2012年11月英语二级《笔译实务》试题
Section 1: English-Chinese Translation(英译汉)
Part A Compulsory Translation(必译题)
Where Shakespeare Slept, or So They Say
Tucked away in this small village in Buckinghamshire County is the former Elizabethan coaching inn where William Shakespeare is said to have penned part of ”A Midsummer Night's Dream. ”
Dating from 1534, the inn, now called Shakespeare House, is thought to have been built as a Tudor hunting lodge. Later it became a stop for travelers between London and Stratford-upon-Avon, where Shakespeare was born and buried.
It was ”Brief Lives," a 17th-century collection of biographies by John Aubrey, that linked Shakespeare to the inn, saying that he had stayed there and drawn inspiration for the comedy while in the village.
One of the current owners, Nick Underwood, said the local lore goes even further: "It is
also said he appears at the oriel window on the top floor of the house on April 23 every year --the date he is said to have been born and to have died."
"In later years, the house later became a farmhouse, with 150 acres of land, but, over time, pieces were sold off," Mr. Underwood said. "In the 20th century, it was owned by two American families." Now, he and his co-owner, Roy Elsbury, have put the seven-bedroom property on the market at £ 1.375 million, or $2.13 million.
Despite its varied uses and renovations over the years, the 4,250-square-foot, or 395-square-meter, inn has retained so much of its original character that the organization English Heritage lists it as a Grade II* property, indicating that it is particularly important and of "more than special interest." Only 27 percent of the 1,600 buildings on the organization's register have this designation.
We knew of the house before we bought it and were very excited when it came up for sale. It is so unusual to find an Elizabethan property of this size, in this area, and when we saw it, we absolutely fell in love with it," Mr. Underwood said. "We have taken great pleasure in working on it and living here. This house is all about the history."
In addition to being the owners' home, the property currently is run as a luxury guest house, with rooms rented for £ 99 to £ 250 a night.
"Shakespeare House is a wonderful example of Elizabethan architecture," said Dean Heaviside, the national sales director of Fine real estate agency, which is representing the owners. "It has been beautifully restored and offers a unique lifestyle, which brings a taste of the past together with modern-day comfort. It is rare to find a home like this on the market."

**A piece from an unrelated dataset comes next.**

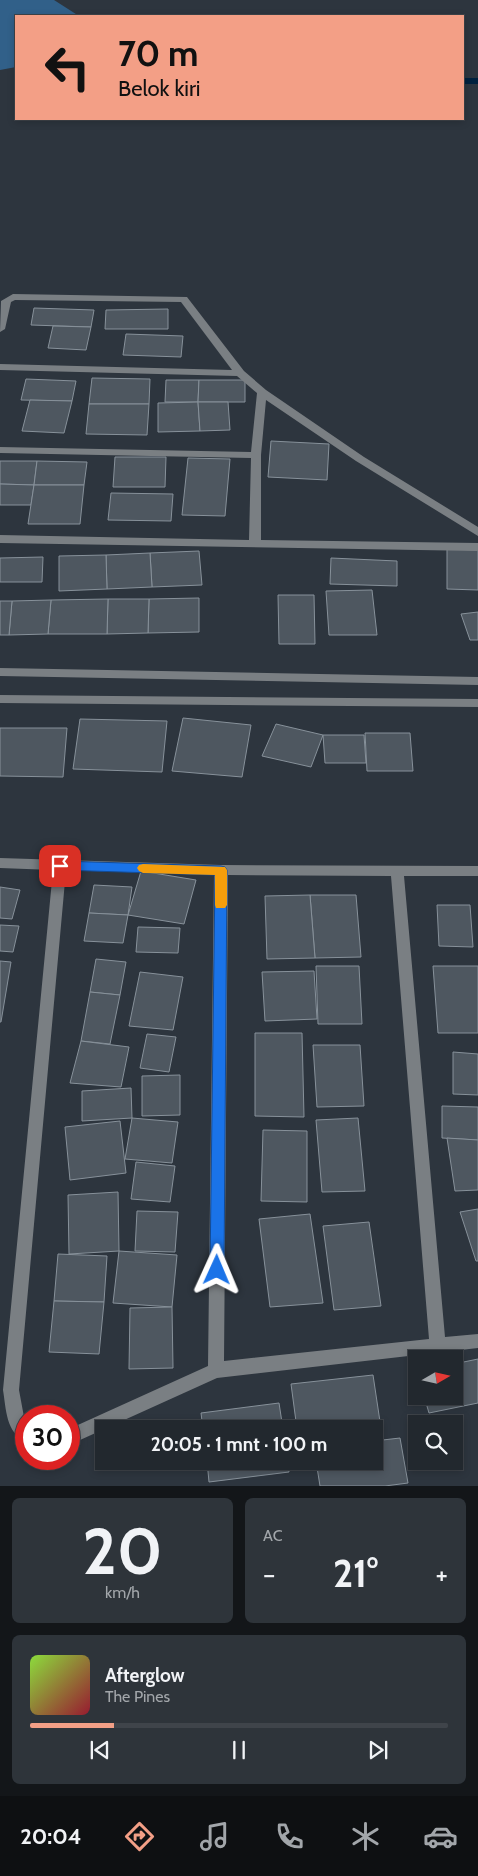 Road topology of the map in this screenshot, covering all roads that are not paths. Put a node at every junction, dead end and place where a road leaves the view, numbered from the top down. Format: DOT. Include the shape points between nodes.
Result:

Part B Optional Translation(二选一题)
Topic 1 (选题一)
In Greenland, Ice and Instability
The ancient frozen dome cloaking Greenland is so vast that pilots have crashed into what they thought was a cloud bank spanning the horizon. Flying over it, you can scarcely imagine that it could erode fast enough to dangerously raise sea levels any time soon.
Along the flanks in spring and summer, however, the picture is very different. For an increasing number of warm years, a network of blue lakes and rivulets of melt-water has been spreading ever higher on the icecap.
The melting surface darkens, absorbing up to four times as much energy from the sun as snow, which reflects sunlight. Natural drainpipes called moulins carry water from the surface into the depths, in some places reaching bedrock.
The process slightly, but measurably, lubricates and accelerates the grinding passage of ice towards the sea.
Most important, many glaciologists say, is the break-up of huge semi-submerged clots of ice where some large Greenland glaciers, particularly along the west coast, squeeze through fiords as they meet the warming ocean. As these passages have cleared, this has sharply accelerated the flow of many of these creeping, corrugated and frozen rivers.
Some glaciologists fear that the rise in seas in a warming world could be much greater than the upper estimate of about 60 centimeters this century made by the Intergovernmental Panel on Climate Change last year. (Seas rose less than 30 centimeters last century.)
The panel's assessment did not include factors known to contribute to ice flows but not understood well enough to estimate with confidence. SCIENTIFIC scramble is under way to clarify whether the erosion of the world's most vulnerable ice sheets, in Greenland and west Antarctica, can continue to accelerate. The effort involves field and satellite analyses and sifting for clues from past warm periods,
Things are definitely far more serious than anyone would have thought five years ago.